Friday, 31 December 2010
The painting above is not one of mine but as I had been talking about values and prices of paintings I thought it appropriate to post it.
The painting is by a fine artist called Clive Richard Browne (1901-1991) a Norfolk artist whose work is represented in the National Collection and County Art Galleries. I don't generally buy contemporary works but I do occasionally buy a painting that takes my fancy. The painting above is in my studio and I bought it for £40. It is oil on canvas in a wooden frame app 26in x 20 ins. The artist is not particularly well known these days and the shabby gilt and plaster frame didn't help it when I bought it from a dealer.
Never the less it is a far better painting than you could get for many times that amount these days. A British Impressionist from the Norfolk School. I bought it because I liked the work. Because it is not very valuable I felt no great shame in taking the frame off it and pressure washing all the plaster and gilt off it and painting it dark brown.
It could do with a clean and restoring but the cost wouldn't justify it. I have in the past touched up paintings for people. I am not an expert and would n't do it on a painting of any value. Although with all due modesty the matching was pretty good and would have needed an expert to locate it.
So my point it is possible to pay a fortune for a poor painting and buy an excellent one for next to nothing.
Price doesn't necessarily guarantee value or quality.
Despite what anyone says paintings are simple ~ what you see is what you get ~
Anyway today I did finish my still life barring any final details.
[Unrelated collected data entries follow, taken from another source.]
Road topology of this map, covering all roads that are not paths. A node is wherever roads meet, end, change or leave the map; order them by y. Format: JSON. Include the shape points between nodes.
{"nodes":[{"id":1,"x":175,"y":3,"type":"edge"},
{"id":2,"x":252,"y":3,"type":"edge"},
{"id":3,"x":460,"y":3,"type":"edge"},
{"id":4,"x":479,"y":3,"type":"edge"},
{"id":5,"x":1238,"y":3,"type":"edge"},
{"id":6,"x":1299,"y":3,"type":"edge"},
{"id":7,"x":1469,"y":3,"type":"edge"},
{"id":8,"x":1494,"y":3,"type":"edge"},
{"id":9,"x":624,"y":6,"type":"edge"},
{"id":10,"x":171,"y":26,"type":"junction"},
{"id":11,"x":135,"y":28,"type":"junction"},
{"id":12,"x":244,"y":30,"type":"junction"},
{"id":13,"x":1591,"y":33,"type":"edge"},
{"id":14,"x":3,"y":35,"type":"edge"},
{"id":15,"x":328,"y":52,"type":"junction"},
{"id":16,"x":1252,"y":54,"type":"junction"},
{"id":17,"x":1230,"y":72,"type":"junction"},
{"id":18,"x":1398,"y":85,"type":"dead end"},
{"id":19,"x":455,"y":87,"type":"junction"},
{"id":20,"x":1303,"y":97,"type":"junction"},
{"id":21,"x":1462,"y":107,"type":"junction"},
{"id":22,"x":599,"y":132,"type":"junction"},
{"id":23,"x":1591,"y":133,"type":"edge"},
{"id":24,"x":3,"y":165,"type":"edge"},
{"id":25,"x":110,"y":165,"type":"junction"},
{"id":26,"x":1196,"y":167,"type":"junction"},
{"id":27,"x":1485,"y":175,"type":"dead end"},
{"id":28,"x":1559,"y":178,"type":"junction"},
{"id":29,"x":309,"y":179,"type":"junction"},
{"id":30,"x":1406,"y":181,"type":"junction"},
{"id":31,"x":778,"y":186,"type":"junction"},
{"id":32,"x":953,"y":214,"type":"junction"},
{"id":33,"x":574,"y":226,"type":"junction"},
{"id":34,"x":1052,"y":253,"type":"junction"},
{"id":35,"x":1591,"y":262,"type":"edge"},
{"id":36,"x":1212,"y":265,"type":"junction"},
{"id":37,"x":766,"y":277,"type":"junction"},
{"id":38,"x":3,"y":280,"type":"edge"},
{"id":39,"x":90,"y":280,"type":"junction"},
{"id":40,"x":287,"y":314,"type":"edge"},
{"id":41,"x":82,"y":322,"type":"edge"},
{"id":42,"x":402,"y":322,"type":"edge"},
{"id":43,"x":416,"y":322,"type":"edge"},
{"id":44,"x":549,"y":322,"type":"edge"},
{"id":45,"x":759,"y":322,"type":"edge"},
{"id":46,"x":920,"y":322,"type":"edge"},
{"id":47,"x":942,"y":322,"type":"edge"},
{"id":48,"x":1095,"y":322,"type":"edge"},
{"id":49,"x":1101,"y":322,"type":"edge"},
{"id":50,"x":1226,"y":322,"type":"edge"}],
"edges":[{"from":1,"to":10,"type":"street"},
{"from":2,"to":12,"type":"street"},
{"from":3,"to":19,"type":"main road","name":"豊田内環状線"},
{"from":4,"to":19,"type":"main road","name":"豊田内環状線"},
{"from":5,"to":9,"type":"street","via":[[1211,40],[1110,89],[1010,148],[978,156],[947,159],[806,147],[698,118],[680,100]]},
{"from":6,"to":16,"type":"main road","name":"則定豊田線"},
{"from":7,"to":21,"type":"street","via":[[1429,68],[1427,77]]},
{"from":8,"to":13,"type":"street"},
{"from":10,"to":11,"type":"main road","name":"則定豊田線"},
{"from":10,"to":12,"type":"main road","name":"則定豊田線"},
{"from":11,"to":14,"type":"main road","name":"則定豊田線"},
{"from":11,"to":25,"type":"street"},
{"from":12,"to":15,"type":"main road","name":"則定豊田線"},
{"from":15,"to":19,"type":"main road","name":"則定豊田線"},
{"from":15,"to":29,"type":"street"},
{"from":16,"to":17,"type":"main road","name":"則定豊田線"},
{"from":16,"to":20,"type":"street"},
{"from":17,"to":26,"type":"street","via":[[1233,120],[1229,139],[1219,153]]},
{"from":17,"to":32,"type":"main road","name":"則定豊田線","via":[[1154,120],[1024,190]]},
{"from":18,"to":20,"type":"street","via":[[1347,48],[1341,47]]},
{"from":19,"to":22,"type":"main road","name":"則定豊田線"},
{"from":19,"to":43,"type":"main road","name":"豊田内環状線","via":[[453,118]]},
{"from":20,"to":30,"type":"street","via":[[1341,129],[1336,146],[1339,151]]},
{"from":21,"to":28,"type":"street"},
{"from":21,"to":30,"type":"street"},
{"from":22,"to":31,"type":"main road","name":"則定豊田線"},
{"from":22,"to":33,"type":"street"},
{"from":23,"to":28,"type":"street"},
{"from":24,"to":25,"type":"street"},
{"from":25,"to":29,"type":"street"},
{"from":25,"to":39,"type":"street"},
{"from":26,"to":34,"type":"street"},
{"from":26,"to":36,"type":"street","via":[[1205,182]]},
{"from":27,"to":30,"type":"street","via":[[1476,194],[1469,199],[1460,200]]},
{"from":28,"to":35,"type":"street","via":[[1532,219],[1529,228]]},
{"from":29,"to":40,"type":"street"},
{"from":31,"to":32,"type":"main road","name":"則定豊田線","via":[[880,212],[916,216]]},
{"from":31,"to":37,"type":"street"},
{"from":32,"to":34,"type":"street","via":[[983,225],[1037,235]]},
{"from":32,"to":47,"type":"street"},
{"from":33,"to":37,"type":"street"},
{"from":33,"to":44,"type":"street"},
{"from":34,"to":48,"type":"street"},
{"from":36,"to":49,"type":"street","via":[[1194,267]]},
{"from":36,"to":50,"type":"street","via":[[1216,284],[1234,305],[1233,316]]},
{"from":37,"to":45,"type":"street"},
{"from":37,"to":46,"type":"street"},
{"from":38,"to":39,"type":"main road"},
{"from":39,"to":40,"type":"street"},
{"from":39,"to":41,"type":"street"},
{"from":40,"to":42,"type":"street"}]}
So life is slowly returning to normal.
Thursday, 30 December 2010
The painting above was about 3ft x 3ft and never made it. It is of Clevedon Pier and after I finished it I decided it was not for me and it was part of the next cull.
Anyway I am feeling a lot better today, got up and ventured outside. Yesterday Geraint popped in to collect a painting. Nice to see him and we had a short conversation about today’s values money and society. We were both coming from the same direction. I really find it hard to understand the value of money. There is a limit to what you can actually spend without just throwing it away.
We are very lucky living in a comparatively rich country. We have a house clothes and food after that anything else is a bonus. I don’t do the lottery as far as I am concerned I have already won it. I have a wonderful wife and – family, I don’t need a fortune.
So we do contribute to charity and are happy to do so.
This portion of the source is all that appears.